Cheers, I appreciate your ferreting............................I really don't know where I'm going with this. I invariably use a Gore-Tex bivy bag and a Silnylon lid so it definitely isn't for floor or roof. At the moment I'm thinking little lightweight dry bags for the tredder and / or bags to put wet clobber in from beach and river. Already I'm thinking if it turns into a hassle that ye olde plastic bag could do more conveniently it's going to get nixed...........................The ball only really got rolling when I was looking at the very lightest Cuben fiber used for sails [19g/m²]. I didn't realise how fragile it is at that weight. Sails were failing on RC yachts at 3.5 m/sec wind speed, [A zephyr for here. Today on the hill it felt like -1C and had a wind speed exceeding that. I had to look that up because to me it was just an overcast gloomy day of no note]. Anyway, they were recommending packing the 19g/m² sails away at 2 m/sec. Blah de blah it goes, and lets try Cuben fiber in the 30-40g/m² range for sails that can take a bit more stick................Bearing in mind I'm considering remote controlled craft on a pond not trapezing at 25 knots off the side of dinghy at sea and I'm thinking that 19g/m² stuff probably isn't going to put up with much of me. Then lo, I find kites, socking dirty great big kites. They're being made from soft drape 1443R at 40g/m². I start to wonder at roughly equivalent weight what it that it loses to Cuben fiber. Bearing in mind this can be found in 5' widths at £2.30 a yard and I'm looking for the catch. At the moment it appears the “white” issue is the most salient. Mmmm, dunno about this one. At the moment your idea of a dye is in the lead. Not sure, it's not like I need any of it. I think this one might have a long fuse on it.
 
I wonder if "Rit Dye" would work? Since it's applied via heated solution, it well may work.
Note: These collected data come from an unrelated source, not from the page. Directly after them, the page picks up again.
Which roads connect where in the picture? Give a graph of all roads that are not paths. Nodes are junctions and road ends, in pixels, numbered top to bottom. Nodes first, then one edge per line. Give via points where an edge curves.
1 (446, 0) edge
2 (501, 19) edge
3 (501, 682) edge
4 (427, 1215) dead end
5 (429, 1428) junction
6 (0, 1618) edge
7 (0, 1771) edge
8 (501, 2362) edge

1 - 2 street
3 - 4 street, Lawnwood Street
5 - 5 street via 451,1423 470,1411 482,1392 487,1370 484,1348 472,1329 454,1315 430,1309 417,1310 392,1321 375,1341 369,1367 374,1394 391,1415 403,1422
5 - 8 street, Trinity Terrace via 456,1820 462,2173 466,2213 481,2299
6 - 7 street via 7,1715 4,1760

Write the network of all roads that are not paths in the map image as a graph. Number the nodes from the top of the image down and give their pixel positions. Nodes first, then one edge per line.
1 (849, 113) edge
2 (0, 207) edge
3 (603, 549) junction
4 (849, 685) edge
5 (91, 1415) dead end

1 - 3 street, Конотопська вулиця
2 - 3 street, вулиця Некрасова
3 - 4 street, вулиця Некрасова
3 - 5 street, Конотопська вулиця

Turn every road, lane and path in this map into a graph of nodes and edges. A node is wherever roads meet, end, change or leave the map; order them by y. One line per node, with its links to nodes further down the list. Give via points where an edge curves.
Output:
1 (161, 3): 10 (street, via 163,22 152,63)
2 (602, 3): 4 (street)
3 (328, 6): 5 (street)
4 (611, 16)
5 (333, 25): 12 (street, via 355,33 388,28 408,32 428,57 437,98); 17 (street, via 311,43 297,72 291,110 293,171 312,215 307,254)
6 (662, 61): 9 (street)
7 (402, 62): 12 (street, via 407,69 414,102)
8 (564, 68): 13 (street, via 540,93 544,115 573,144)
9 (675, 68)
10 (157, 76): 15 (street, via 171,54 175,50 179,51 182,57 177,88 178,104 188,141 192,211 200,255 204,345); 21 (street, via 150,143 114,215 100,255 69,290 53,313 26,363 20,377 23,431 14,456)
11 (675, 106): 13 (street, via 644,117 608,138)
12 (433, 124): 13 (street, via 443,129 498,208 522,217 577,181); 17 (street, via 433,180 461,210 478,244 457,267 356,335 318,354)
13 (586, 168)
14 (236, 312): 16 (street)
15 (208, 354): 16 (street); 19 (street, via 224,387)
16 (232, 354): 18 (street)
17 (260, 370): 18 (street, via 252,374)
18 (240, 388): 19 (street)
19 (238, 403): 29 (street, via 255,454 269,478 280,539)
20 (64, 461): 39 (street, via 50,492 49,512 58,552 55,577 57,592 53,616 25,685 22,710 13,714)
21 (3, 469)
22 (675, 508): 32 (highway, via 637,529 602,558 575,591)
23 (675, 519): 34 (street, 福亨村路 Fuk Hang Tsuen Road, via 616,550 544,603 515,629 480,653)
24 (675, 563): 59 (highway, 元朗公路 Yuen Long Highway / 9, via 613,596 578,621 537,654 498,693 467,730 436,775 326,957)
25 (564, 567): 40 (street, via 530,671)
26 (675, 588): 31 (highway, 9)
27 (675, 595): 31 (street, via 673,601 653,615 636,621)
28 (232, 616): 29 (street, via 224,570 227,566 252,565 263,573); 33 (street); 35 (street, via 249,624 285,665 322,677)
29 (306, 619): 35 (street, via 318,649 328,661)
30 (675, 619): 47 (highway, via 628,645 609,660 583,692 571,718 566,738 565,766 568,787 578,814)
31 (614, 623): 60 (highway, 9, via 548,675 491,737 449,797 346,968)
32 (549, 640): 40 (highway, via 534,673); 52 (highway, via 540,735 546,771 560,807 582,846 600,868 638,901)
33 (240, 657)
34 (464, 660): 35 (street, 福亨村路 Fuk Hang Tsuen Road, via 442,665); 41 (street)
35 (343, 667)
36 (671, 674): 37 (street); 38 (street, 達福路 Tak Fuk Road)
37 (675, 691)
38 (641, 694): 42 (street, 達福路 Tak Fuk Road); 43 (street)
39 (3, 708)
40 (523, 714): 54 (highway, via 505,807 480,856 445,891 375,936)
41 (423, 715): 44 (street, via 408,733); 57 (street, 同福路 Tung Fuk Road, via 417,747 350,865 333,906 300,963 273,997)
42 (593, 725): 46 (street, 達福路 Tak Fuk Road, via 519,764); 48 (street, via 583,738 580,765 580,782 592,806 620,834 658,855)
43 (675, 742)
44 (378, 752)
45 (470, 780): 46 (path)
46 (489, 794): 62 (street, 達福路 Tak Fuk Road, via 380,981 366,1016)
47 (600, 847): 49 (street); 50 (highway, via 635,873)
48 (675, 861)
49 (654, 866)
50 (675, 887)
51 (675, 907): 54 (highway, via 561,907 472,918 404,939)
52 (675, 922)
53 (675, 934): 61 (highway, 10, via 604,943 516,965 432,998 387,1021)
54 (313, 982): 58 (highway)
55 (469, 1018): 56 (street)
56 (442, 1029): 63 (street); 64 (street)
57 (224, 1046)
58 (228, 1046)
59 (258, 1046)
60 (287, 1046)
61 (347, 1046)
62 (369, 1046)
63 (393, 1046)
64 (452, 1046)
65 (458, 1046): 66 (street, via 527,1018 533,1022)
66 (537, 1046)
Nah, from HikingMano's first link: "This piece of Tyvek was soaked for 24 hours in double the normal amount of Rit dye (black). Although it did add a tint to the material I did not get the results I was looking for".
TyvekWS008.jpg
TyvekWS016.jpg
 
Yeah 19g/m^2 Cuben has the reputation of needing care. My understanding is that 2x that gets you relatively robust bag use, 1.5x gets you lightweight but strong enough overhead tarp use. I'd guess that at the equivalent weight of tyvek and cuben, the question becomes task specific, especially as it pertains to water resistance. I'm thinking tyvek probably offers less protection against moisture (e.g. wind-driven rain or seeping wet ground you're lying on) than the laminate cuben. For simple low-pressure wet-stuff bags, I'm betting the tyvek would be fine.
 
I thought I'd seen Tyvek in colors, but after looking around, it was probably from one of the DIY suppliers who had multiple colors of ripstop silnylon on the same page as the white Tyvek.
My Tyvek experience is limited to coveralls, and I don't use them even once per year.